I gave up the Italian bread ever-present in my house growing up. I ate less of my mother’s pasta, lasagna and meatballs. I abstained from desserts. And I drank Tab. It was very, very sweet, with the aftertaste of furniture polish. It made me feel grownup. It went very well with the maraschino cherries I consumed to distract me from not eating desserts.

I did not know then that Tab’s saccharin was linked to cancer in rats, or that the cherries’ red dye 40 contained potentially dangerous contaminants. I just wanted to look like everybody else in my high school. Despite — or perhaps because of — my bizarre diet, I lost the weight. But it made me a lifelong calorie-counter.

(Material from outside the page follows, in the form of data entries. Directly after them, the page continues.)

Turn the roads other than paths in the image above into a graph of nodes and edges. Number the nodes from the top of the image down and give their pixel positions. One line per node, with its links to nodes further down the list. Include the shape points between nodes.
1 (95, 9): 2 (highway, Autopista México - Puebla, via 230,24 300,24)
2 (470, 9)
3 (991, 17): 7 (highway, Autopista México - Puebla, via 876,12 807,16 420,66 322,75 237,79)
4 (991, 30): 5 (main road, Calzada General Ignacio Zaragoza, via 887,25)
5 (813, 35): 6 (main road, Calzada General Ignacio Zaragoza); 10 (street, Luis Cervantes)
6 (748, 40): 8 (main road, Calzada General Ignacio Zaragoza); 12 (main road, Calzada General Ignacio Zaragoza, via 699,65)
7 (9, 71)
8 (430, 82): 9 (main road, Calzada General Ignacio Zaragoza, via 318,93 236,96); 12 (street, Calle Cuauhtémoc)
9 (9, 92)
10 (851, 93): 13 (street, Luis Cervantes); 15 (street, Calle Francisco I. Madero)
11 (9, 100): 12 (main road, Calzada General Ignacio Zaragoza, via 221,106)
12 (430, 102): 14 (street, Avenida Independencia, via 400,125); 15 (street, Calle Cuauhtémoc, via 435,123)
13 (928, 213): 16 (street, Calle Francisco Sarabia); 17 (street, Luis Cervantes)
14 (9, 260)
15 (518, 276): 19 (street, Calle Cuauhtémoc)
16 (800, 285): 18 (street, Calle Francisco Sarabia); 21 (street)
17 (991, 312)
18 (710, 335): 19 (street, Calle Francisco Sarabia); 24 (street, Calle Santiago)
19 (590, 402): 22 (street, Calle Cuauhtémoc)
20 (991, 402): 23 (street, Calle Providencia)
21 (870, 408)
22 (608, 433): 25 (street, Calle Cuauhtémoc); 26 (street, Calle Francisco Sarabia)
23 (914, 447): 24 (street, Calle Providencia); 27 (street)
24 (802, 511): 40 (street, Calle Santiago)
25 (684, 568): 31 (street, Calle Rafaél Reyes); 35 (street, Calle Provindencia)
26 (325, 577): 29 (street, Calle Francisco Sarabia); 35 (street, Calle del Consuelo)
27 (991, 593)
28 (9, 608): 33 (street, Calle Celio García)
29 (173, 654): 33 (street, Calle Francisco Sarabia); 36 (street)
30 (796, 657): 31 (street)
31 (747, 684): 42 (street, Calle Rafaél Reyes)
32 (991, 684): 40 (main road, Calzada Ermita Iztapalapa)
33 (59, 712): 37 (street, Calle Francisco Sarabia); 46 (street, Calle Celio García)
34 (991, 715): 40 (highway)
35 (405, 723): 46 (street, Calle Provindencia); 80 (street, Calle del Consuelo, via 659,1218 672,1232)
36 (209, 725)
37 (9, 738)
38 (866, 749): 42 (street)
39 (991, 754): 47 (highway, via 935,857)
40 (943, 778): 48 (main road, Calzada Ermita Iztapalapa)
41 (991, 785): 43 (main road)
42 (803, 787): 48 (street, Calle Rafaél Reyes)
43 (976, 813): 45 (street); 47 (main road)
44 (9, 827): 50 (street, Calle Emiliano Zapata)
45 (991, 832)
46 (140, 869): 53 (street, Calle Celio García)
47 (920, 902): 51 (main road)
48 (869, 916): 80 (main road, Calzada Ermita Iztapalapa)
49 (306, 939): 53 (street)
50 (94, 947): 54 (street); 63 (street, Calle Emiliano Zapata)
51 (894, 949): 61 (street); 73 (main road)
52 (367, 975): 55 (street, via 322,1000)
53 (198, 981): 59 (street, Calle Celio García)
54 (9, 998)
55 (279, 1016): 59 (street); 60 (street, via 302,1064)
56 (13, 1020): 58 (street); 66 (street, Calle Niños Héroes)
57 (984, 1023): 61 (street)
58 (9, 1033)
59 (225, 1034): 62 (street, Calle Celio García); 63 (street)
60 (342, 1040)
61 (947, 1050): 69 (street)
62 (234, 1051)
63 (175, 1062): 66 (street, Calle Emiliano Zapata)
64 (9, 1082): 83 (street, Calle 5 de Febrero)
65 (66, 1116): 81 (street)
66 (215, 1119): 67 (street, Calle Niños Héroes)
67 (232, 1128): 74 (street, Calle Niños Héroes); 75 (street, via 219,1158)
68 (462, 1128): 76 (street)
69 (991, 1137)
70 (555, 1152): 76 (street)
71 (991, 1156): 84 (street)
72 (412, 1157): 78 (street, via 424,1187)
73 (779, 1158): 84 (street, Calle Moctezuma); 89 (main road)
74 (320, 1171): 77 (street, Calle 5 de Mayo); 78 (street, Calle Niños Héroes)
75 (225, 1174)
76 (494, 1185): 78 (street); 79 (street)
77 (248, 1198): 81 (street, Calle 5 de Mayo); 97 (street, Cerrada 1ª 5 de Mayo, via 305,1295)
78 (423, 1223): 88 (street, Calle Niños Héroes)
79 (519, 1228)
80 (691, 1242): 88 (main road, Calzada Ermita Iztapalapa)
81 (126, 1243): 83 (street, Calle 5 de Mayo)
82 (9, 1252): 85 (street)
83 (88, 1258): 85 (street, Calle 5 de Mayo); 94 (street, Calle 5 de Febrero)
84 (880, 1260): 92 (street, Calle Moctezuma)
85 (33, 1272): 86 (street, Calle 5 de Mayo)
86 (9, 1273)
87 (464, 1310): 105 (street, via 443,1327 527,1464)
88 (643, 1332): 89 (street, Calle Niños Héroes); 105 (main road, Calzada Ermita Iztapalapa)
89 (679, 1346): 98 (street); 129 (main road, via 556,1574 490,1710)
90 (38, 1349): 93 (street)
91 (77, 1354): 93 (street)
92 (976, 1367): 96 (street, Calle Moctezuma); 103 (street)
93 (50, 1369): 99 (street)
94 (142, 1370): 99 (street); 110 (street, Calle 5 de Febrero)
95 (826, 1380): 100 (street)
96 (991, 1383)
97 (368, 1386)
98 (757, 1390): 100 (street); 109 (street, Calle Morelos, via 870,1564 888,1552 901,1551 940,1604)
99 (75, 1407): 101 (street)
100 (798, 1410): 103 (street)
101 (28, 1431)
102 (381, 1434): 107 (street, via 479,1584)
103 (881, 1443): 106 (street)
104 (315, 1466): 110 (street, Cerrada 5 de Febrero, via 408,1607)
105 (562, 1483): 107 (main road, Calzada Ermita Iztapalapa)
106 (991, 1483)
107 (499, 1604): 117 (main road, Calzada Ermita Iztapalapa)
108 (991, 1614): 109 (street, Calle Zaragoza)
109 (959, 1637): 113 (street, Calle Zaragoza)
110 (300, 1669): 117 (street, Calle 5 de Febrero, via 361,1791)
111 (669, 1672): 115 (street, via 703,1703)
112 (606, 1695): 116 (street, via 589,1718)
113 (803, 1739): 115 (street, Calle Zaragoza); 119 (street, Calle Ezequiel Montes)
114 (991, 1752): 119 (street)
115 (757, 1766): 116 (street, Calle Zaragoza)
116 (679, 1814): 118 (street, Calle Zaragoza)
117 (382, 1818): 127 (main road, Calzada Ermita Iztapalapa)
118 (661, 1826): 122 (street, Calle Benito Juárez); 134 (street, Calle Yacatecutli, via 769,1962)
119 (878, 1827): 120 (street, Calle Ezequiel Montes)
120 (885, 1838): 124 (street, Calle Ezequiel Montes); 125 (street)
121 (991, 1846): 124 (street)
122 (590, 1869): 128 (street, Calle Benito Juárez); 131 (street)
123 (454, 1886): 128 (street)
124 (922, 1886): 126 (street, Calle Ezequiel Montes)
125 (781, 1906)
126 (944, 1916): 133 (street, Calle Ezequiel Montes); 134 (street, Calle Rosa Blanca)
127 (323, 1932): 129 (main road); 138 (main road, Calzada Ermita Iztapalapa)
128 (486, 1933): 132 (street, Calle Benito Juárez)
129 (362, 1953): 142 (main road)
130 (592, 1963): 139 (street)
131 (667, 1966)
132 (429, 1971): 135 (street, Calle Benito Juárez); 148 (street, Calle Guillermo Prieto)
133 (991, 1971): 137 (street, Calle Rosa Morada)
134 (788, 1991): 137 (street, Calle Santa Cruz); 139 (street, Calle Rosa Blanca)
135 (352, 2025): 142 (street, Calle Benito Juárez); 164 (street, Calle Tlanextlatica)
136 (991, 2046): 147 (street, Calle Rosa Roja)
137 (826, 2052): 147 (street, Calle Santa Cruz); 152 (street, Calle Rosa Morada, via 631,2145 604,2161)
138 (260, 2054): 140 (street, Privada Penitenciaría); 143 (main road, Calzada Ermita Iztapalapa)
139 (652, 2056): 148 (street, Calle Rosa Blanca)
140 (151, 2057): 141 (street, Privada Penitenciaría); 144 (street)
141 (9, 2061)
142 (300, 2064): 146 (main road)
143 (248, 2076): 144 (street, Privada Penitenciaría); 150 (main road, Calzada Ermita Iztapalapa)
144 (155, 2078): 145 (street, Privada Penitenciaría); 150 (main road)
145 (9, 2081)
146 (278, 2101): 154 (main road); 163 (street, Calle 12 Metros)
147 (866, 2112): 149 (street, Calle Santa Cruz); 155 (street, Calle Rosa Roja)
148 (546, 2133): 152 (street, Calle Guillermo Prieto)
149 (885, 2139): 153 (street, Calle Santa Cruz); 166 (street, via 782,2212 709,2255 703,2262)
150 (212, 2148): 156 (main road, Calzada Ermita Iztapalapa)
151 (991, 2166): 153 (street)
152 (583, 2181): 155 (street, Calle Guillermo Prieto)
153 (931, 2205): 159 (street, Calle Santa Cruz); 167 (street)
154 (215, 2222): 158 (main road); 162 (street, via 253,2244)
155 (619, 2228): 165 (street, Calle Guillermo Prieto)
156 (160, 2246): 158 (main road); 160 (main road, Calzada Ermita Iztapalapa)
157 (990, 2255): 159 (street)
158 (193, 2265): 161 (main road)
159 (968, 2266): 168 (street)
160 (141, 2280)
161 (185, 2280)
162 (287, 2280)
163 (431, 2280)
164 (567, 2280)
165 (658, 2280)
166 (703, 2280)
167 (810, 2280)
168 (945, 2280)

Even now, I know that 16 dark chocolate chips are 80 calories. I keep 16 chips in a sandwich bag to restrict my chip bingeing. It sometimes even works.

It would be nice to think that the exit of Tab at least signals the declining popularity of diet drinks. But that’s not the case. Tab’s decline actually began in 1982 when Diet Coke came on the market. When it looked like Diet Coke was taking off, I imagine they gave Tab a smaller office and stopped sending it on business trips, but Tab hung in there. As late as 2008, Coca-Cola still was selling 3 million cases of the stuff. As the company announced it would drop the soda from its product lineup, it called Tab a “pink pioneer” and a “cultural icon.” How condescending! Did they give Tab a party and a gold watch?

While Tab had a devoted following, in the grander scheme of things, the cola had become a sliver of Coca-Cola’s market. To most soda drinkers, Tab and its metallic aftertaste simply didn’t seem as good as the diet soft drinks that followed it.

Meanwhile, Coke Zero and Diet Coke are going strong. And the urge to control our weight continues to keep them popular, even though in our hearts we know that these products aren’t so great for us.

I did not know then that Tab’s saccharin was linked to cancer in rats, or that the cherries’ red dye 40 contained potentially dangerous contaminants.

As much as we discuss body self-acceptance, and as often as we say a woman’s weight or size don’t matter, to most of us it does. And what we eat does matter, because obesity is a major health problem. Diet soft drinks promise a shortcut, and offer us a noncaloric “get out of jail free” card. Yes, we’ll eat that burger, but we’ll drink Tab or Coke Zero or another diet soda. A 12-ounce serving of Coke Classic is 140 calories. So can’t we now subtract that from the meal?

Of course, the math never works to our advantage. Worse, there is a growing body of evidence raising concerns about what kind of health risk diet sodas present. Some researchers have suggested that the pretend sugary taste of a diet drink may make your body think you’ve actually consumed lots of sugar, which can lead to increased appetite and consumption of more calories. Diet soda consumption may also increase the risk of Type 2 diabetes.

Nevertheless, diet drinks are not in danger of disappearing from the scene. There may be plus-size models these days, and chubbette styles have been consigned to vintage stores, a blessing to all plump young girls. But while Tab is gone, it hasn’t taken with it the drive to look smashing in a dress that’s one size too small.